SCIENTIFIC & MEDICAL OPPORTUNITIES: This project addresses a novel hypothesis. By providing a mechanistic understanding for the relationship between systemic inflammation and MS symptoms, I will be in a position to lead clinical trials of drugs which strengthen the BBB (which our group is currently developing). Serum, peripheral blood mononuclear cells, and paired BBB permeability data from all imaging time-points will be a rich resource for further mechanistic study and unbiased screen for a BBB biomarker.

(1) People with multiple sclerosis (PwMS) participating in the project - closer follow-up, enhanced psychological well-being, improved recognition of urinary tract infection (UTI). As this cohort will consist of people with progressive multiple sclerosis (MS), who typically receive infrequent or no follow-up, difference in follow-up will be significant.

(2) PwMS in general - improved understanding of the biological mechanisms underlying symptom exacerbations and disease progression, which are research priorities identified by the MS community. Also improvements in diagnosis of UTI and increased emphasis on early recognition and treatment.

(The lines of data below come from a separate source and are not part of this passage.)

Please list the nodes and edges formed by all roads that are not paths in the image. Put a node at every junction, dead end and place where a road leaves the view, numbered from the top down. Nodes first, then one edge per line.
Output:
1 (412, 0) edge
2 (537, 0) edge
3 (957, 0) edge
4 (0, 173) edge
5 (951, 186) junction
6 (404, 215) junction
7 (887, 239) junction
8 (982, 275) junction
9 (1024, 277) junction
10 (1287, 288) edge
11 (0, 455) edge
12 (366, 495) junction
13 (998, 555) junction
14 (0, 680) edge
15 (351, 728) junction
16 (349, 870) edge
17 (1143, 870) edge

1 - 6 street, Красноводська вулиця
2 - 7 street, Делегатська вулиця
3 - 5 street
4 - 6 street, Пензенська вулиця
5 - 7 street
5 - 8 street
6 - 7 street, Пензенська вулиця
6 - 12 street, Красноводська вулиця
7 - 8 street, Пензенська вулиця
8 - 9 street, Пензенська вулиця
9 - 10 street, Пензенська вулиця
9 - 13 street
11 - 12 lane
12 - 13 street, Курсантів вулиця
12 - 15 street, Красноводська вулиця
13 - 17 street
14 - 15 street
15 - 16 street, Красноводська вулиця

Will also benefit from the development of dynamic contrast-enhanced magnetic resonance imaging (DCE-MRI) with potential future uses in (1) disease stratification (2) guiding treatment (3) prognostication (4) use in future clinical trials.

(3) Control subjects participating in the project - enhanced psychological well-being, improved understanding of the biological mechanisms underlying sickness behaviour, improved recognition of UTI.

(4) Wider public - through improved knowledge of the biological mechanisms and molecular mediators of immune-to-brain communication, this project leads the way for future work into novel strategies to combat sickness behaviour (in healthy individuals). This has potentially very significant implications for the wider public in terms of the nation's health and enhancing quality of life, and very significant economic implications in terms of potentially reducing the amount of sick leave taken because of sickness behaviour resulting from common infections. This could have an impact on the economic competitiveness of the UK.

(5) Policy-makers - will benefit from this data in the development of new clinical guidelines for the care of people with MS, in terms of justifying an increased focus on the identification, prevention, and treatment of systemic inflammation (especially infections) in PwMS, and also those with other chronic brain diseases.

(6) Healthcare professionals working with people with MS - will benefit from data providing a biological justification for the identification, prevention, and treatment of systemic inflammation (especially infections). Will also benefit from evidence supporting the use of DCE-MRI in judging prognosis in people with progressive MS, distinguishing true relapses from pseudo-relapses associated with infection, and identifying people with progressive MS most likely to benefit from new treatments.

(7) MRC - will benefit from advertisement and research capacity building in the UK. The impact the project has on all the other beneficiaries will also automatically be attributable to the MRC.

(8) University of Southampton - enhanced reputation, income, and contribution to economic productivity. Specific research capacity-building in the development of DCE-MRI.

(9) University of Copenhagen - enhanced reputation, and capacity-building for future multi-centre studies using DCE-MRI.

(10) University College London - enhanced reputation, development of collaboration for future studies.

(11) Private sector beneficiaries - the pharmaceutical industry will benefit from a justification to develop or repurpose agents that strengthen the BBB and/or suppress systemic inflammation as treatments for MS. Will also benefit from knowledge base and research capacity for the use of DCE-MRI in MS, which could be useful for future clinical trials.